## [Exercise instructions]
Take the line that contains "Extract the road" as the first line and the final line of the records as the last; return exactly those lines and the lines between.

[Saved data entries]
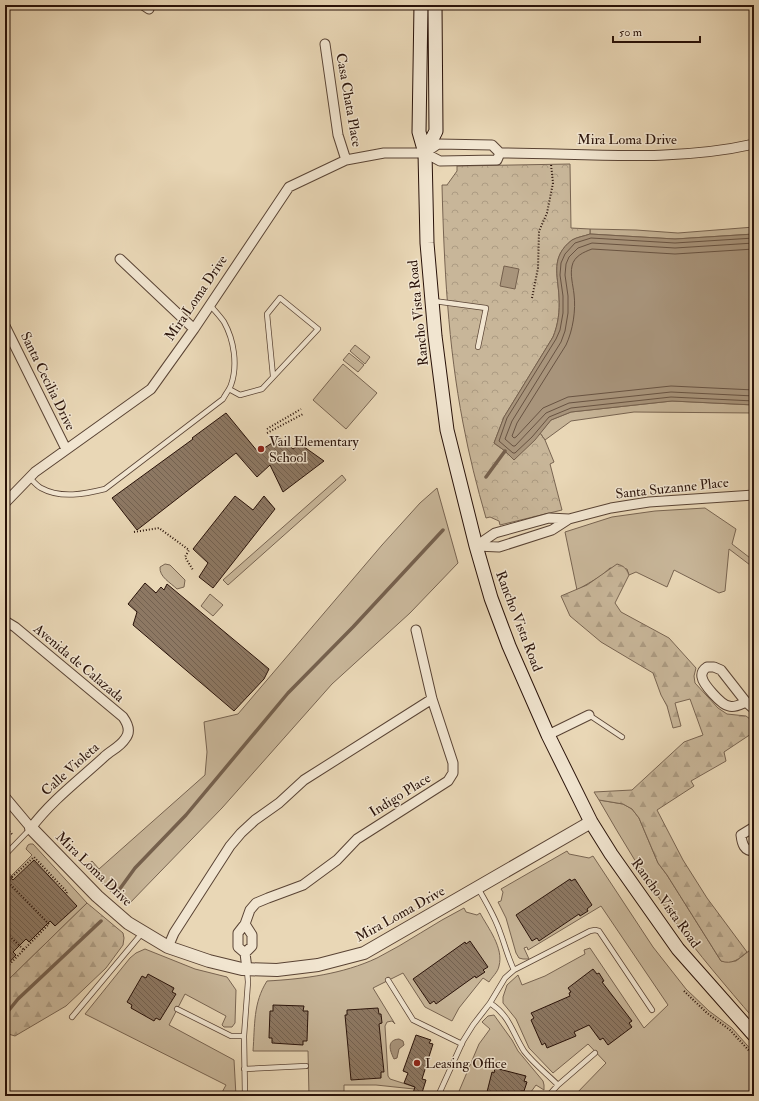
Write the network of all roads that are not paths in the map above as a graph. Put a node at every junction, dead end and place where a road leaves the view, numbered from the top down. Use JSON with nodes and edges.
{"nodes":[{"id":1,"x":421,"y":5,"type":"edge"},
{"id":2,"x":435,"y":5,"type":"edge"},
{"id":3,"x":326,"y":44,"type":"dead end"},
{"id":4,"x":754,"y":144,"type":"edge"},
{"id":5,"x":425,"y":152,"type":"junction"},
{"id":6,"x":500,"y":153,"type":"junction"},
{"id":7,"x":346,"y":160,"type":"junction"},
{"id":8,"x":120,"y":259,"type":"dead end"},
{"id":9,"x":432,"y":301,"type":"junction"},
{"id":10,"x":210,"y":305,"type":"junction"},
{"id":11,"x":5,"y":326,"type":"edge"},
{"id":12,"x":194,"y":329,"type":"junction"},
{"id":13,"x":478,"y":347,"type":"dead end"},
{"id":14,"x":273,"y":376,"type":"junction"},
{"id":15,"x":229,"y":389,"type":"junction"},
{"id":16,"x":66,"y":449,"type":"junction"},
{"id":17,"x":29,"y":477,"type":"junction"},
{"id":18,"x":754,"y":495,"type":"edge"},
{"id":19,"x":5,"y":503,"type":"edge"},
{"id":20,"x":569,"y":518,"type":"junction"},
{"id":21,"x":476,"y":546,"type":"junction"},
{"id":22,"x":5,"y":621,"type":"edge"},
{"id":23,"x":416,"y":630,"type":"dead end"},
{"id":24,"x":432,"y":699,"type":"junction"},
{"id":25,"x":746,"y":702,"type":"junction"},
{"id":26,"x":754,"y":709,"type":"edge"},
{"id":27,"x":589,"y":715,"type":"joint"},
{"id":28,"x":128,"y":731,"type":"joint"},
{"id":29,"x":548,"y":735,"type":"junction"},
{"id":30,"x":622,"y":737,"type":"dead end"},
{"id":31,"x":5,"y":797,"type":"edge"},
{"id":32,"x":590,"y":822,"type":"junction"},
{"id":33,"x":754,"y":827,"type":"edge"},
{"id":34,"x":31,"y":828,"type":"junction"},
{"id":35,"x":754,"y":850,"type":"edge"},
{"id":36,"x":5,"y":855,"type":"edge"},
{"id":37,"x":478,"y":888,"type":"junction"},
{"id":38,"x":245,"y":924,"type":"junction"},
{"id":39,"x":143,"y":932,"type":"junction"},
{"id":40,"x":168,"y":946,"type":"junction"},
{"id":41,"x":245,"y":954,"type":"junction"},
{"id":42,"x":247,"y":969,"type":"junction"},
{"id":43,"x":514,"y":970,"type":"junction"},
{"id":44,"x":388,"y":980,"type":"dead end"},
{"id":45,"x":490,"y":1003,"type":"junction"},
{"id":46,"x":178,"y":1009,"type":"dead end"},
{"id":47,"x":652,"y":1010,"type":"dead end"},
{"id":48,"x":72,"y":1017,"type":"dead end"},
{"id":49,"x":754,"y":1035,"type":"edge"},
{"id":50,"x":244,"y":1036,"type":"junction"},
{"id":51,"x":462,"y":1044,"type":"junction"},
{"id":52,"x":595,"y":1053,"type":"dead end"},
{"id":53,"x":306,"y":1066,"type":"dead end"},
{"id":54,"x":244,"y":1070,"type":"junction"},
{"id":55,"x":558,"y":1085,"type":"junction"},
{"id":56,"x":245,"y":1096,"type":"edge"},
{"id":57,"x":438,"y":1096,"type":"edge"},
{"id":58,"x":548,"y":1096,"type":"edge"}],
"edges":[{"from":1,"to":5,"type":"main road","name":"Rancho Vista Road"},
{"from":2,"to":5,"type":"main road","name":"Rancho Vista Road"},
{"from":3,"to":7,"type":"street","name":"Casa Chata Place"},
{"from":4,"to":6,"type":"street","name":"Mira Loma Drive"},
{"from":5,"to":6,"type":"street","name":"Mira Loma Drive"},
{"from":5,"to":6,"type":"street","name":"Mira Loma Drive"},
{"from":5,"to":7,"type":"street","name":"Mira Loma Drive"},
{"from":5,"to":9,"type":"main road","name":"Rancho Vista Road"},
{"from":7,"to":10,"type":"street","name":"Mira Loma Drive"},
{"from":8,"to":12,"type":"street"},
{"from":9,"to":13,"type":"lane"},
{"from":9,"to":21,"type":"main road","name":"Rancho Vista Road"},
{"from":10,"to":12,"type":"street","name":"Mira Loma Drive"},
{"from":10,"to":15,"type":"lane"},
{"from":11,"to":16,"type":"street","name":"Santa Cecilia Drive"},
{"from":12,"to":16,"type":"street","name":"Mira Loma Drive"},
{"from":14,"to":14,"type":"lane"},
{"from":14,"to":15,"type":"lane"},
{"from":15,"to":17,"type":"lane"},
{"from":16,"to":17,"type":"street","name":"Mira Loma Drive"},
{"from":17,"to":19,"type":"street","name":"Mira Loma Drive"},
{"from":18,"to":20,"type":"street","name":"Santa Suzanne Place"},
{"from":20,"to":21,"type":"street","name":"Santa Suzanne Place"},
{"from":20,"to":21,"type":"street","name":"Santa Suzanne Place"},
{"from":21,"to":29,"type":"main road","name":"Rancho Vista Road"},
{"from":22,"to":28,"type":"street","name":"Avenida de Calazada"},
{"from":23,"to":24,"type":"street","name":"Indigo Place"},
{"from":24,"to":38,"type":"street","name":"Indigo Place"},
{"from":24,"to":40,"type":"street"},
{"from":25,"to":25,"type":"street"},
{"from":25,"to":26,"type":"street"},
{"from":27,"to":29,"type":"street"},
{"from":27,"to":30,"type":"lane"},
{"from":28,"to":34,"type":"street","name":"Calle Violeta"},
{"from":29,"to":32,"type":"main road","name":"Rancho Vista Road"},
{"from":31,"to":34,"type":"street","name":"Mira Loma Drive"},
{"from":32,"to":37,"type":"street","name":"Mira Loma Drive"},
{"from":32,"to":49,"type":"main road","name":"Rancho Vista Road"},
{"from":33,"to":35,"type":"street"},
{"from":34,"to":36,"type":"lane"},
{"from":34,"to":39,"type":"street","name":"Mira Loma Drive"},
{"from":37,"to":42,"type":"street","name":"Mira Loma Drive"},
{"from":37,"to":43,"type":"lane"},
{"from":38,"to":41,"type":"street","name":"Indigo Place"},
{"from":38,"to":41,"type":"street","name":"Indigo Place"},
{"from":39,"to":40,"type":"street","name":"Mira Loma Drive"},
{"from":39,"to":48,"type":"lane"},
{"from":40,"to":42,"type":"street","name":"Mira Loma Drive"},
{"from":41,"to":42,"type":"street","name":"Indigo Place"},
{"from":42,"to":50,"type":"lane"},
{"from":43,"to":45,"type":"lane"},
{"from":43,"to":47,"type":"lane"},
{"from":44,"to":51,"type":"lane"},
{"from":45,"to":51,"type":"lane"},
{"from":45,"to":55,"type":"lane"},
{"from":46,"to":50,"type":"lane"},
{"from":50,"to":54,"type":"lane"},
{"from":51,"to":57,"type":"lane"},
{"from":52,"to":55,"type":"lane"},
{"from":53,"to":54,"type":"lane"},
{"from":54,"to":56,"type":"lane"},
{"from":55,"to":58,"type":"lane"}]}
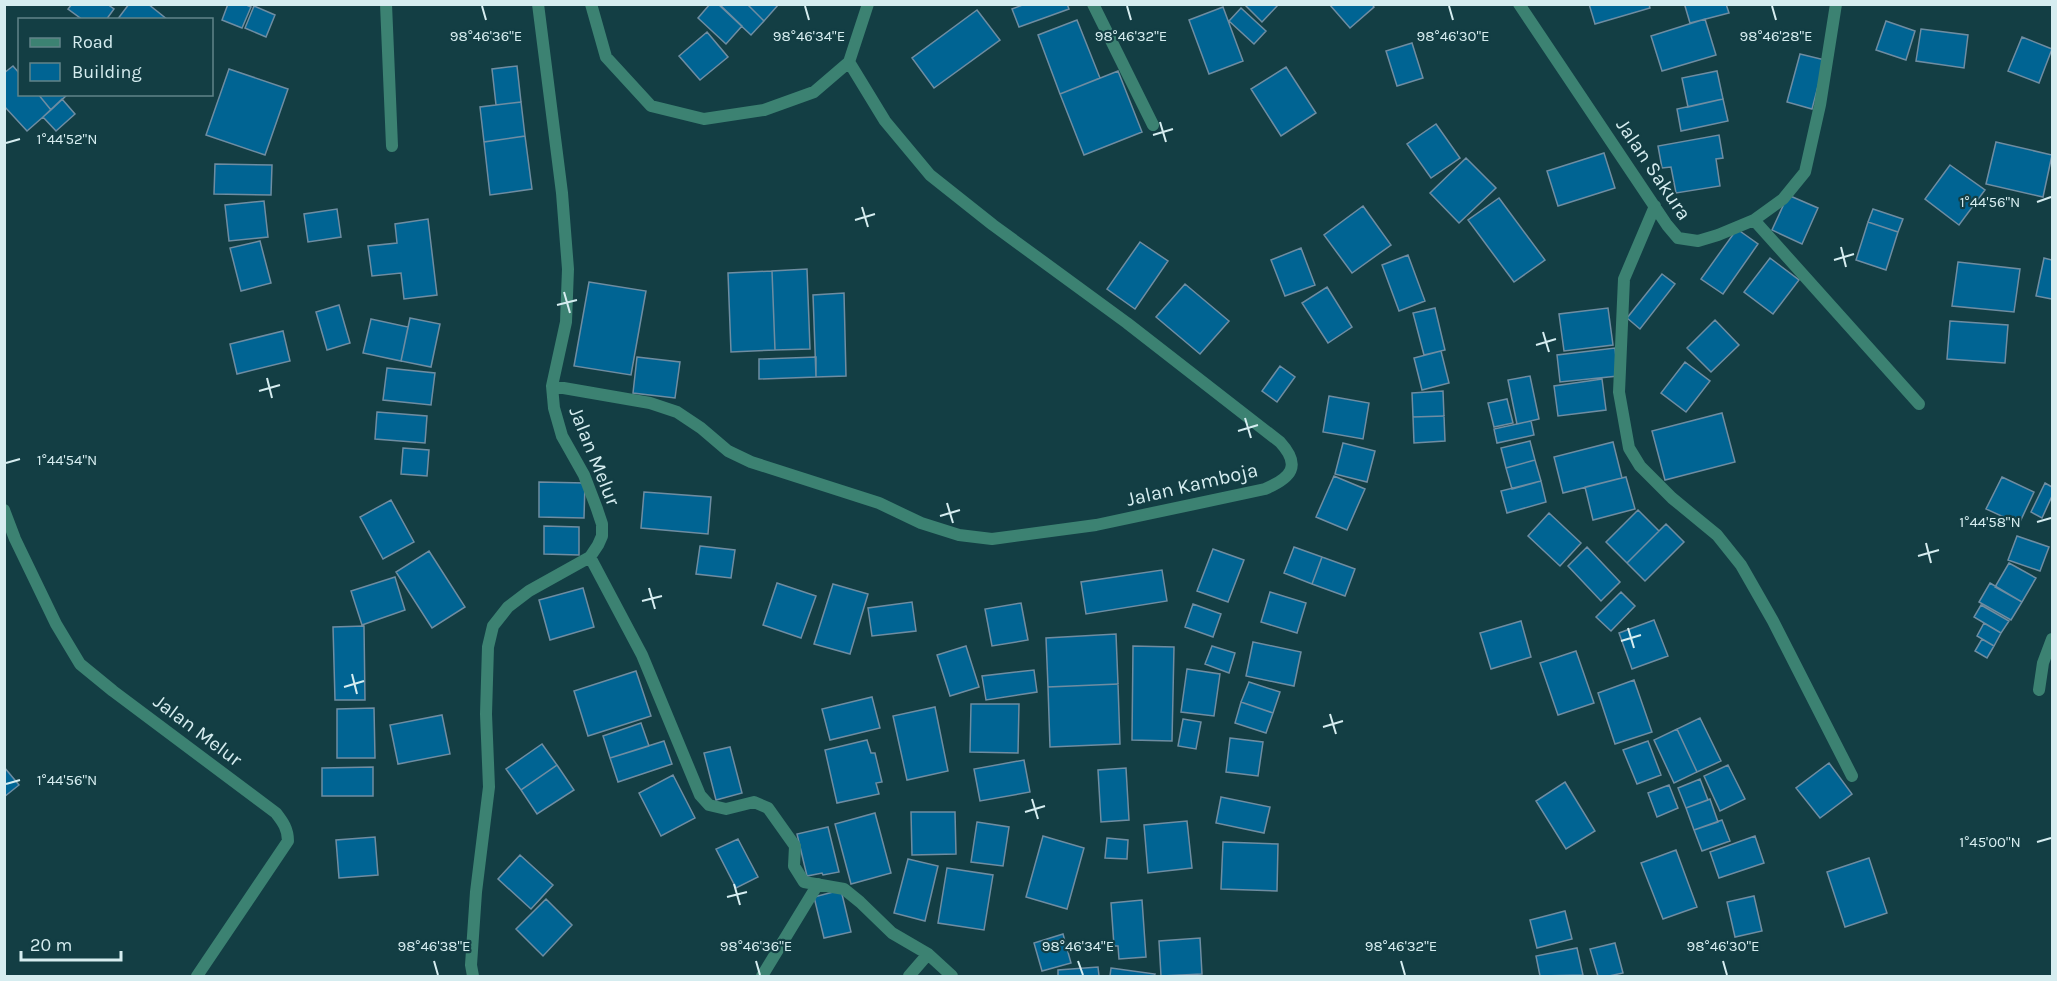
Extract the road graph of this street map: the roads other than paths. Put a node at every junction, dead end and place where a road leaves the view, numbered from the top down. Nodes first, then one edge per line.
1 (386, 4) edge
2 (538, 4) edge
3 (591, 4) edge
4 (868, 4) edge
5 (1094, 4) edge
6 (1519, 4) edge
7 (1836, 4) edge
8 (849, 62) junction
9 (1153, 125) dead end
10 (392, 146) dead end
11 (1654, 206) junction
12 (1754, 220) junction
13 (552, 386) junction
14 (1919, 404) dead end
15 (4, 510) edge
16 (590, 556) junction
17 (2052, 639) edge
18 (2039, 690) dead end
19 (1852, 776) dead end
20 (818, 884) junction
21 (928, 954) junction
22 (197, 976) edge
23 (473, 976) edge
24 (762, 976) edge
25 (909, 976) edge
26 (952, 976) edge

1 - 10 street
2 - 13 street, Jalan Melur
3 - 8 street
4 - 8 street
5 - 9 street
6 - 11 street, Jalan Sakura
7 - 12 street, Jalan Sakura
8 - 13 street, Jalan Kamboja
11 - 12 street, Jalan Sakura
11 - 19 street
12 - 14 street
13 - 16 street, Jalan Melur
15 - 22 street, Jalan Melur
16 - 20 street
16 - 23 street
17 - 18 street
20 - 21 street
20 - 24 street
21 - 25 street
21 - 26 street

## [Response below]
Extract the road graph of this street map: the roads other than paths. Put a node at every junction, dead end and place where a road leaves the view, numbered from the top down. Nodes first, then one edge per line.
1 (386, 4) edge
2 (538, 4) edge
3 (591, 4) edge
4 (868, 4) edge
5 (1094, 4) edge
6 (1519, 4) edge
7 (1836, 4) edge
8 (849, 62) junction
9 (1153, 125) dead end
10 (392, 146) dead end
11 (1654, 206) junction
12 (1754, 220) junction
13 (552, 386) junction
14 (1919, 404) dead end
15 (4, 510) edge
16 (590, 556) junction
17 (2052, 639) edge
18 (2039, 690) dead end
19 (1852, 776) dead end
20 (818, 884) junction
21 (928, 954) junction
22 (197, 976) edge
23 (473, 976) edge
24 (762, 976) edge
25 (909, 976) edge
26 (952, 976) edge

1 - 10 street
2 - 13 street, Jalan Melur
3 - 8 street
4 - 8 street
5 - 9 street
6 - 11 street, Jalan Sakura
7 - 12 street, Jalan Sakura
8 - 13 street, Jalan Kamboja
11 - 12 street, Jalan Sakura
11 - 19 street
12 - 14 street
13 - 16 street, Jalan Melur
15 - 22 street, Jalan Melur
16 - 20 street
16 - 23 street
17 - 18 street
20 - 21 street
20 - 24 street
21 - 25 street
21 - 26 street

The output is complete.